Flávio Roberto "Camisa 10" Stefani

Imagem removida. (Nestas foto descontraída, tirada no Rio de Janeiro, Flávio, ainda garotão, aparece ao lado de Luiz Otávio.)

    FLÁVIO ROBERTO STEFANI, advogado, empresário, nasceu em Porto Alegre no dia 15 de março de 1949, filho de Ângelo Jacob Stefani e Maria José Stefani. Tradicionalmente um dos mais atuantes dirigentes da União Brasileira de Trovadores, quer na esfera municipal, como estadual, como nacional. Sua dedicação à entidade criada por Luiz Otávio é como se fosse o próprio ar que respira.

Na dureza dos escombros,

quando as dores se equivalem,    (co-vencedora em Cruz Alta/RS - 1989)

amizade é mão nos ombros,

embora os ombros não falem.

Queres falar de bem perto

à mãe da sabedoria?

Procura o balcão aberto

de uma boa livraria.

Gerador de paz e calma,

que dispensa cerimônia,

o livro é o jantar da alma

nas noites claras de insônia. 

Um tesouro que me atrai

e sustenta a minha vida:

minhas irmãs, o meu pai,

e minha mãe tão querida.

Brancos, negros e amarelos,             (4º lugar âmbito estadual em Caxias do Sul - 2012)

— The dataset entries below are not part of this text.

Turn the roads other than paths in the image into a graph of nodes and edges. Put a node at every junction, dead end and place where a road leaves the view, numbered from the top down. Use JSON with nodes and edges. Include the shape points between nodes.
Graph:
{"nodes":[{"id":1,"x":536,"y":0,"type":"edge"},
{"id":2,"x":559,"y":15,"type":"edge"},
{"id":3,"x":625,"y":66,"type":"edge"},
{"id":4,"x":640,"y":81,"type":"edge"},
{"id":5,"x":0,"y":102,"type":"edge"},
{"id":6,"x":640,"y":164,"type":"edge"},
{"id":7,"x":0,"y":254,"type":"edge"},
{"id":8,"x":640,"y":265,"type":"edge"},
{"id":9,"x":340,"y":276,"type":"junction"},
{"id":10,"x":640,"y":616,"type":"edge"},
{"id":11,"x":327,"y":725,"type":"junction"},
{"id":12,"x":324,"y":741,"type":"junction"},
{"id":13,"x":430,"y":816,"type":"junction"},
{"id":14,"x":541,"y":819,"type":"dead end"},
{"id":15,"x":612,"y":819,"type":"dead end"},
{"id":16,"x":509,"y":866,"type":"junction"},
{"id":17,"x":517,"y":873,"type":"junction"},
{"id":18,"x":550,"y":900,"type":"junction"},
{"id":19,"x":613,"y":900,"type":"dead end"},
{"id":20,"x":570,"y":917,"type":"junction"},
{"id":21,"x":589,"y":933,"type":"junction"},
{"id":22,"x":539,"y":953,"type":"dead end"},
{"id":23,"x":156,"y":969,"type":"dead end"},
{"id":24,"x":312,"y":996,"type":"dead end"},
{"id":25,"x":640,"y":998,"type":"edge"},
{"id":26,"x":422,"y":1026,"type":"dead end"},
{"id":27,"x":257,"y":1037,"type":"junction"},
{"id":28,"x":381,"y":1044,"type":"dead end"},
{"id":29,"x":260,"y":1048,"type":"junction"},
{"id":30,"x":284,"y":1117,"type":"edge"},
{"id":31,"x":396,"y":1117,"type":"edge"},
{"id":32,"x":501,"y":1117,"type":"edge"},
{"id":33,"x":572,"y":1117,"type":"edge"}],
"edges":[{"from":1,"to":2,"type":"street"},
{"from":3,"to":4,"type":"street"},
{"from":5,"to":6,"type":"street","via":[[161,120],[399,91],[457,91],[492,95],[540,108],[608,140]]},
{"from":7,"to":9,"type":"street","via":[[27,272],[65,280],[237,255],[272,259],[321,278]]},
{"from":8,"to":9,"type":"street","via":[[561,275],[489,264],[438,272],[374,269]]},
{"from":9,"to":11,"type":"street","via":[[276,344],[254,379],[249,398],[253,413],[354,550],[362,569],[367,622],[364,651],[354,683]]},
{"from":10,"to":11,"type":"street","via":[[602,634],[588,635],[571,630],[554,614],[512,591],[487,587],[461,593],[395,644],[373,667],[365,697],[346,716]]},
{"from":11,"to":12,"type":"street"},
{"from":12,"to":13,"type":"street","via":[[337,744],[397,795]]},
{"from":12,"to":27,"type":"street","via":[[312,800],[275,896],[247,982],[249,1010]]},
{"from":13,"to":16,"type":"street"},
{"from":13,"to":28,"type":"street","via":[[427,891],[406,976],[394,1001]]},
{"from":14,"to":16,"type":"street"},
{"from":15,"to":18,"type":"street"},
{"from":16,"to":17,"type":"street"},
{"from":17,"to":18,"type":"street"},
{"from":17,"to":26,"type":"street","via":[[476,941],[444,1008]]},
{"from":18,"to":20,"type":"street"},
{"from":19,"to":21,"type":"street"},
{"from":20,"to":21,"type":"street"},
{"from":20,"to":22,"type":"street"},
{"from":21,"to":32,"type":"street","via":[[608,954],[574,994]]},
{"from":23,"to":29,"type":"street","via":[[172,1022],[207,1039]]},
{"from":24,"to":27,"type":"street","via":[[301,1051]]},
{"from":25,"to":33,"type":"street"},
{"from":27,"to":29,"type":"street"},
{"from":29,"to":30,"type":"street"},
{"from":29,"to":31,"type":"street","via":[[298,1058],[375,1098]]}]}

se a causa é justa e loquaz,

juntam braços, que são elos

forjando as cores da Paz!

Princípio do nosso enlace,              (Menção Especial Barra do Piraí - 1993)

aquele beijo, Maria,

fez com que o dia ficasse

mais dia, naquele dia.




Em ternura plena e extrema,                  (Niterói - 1985)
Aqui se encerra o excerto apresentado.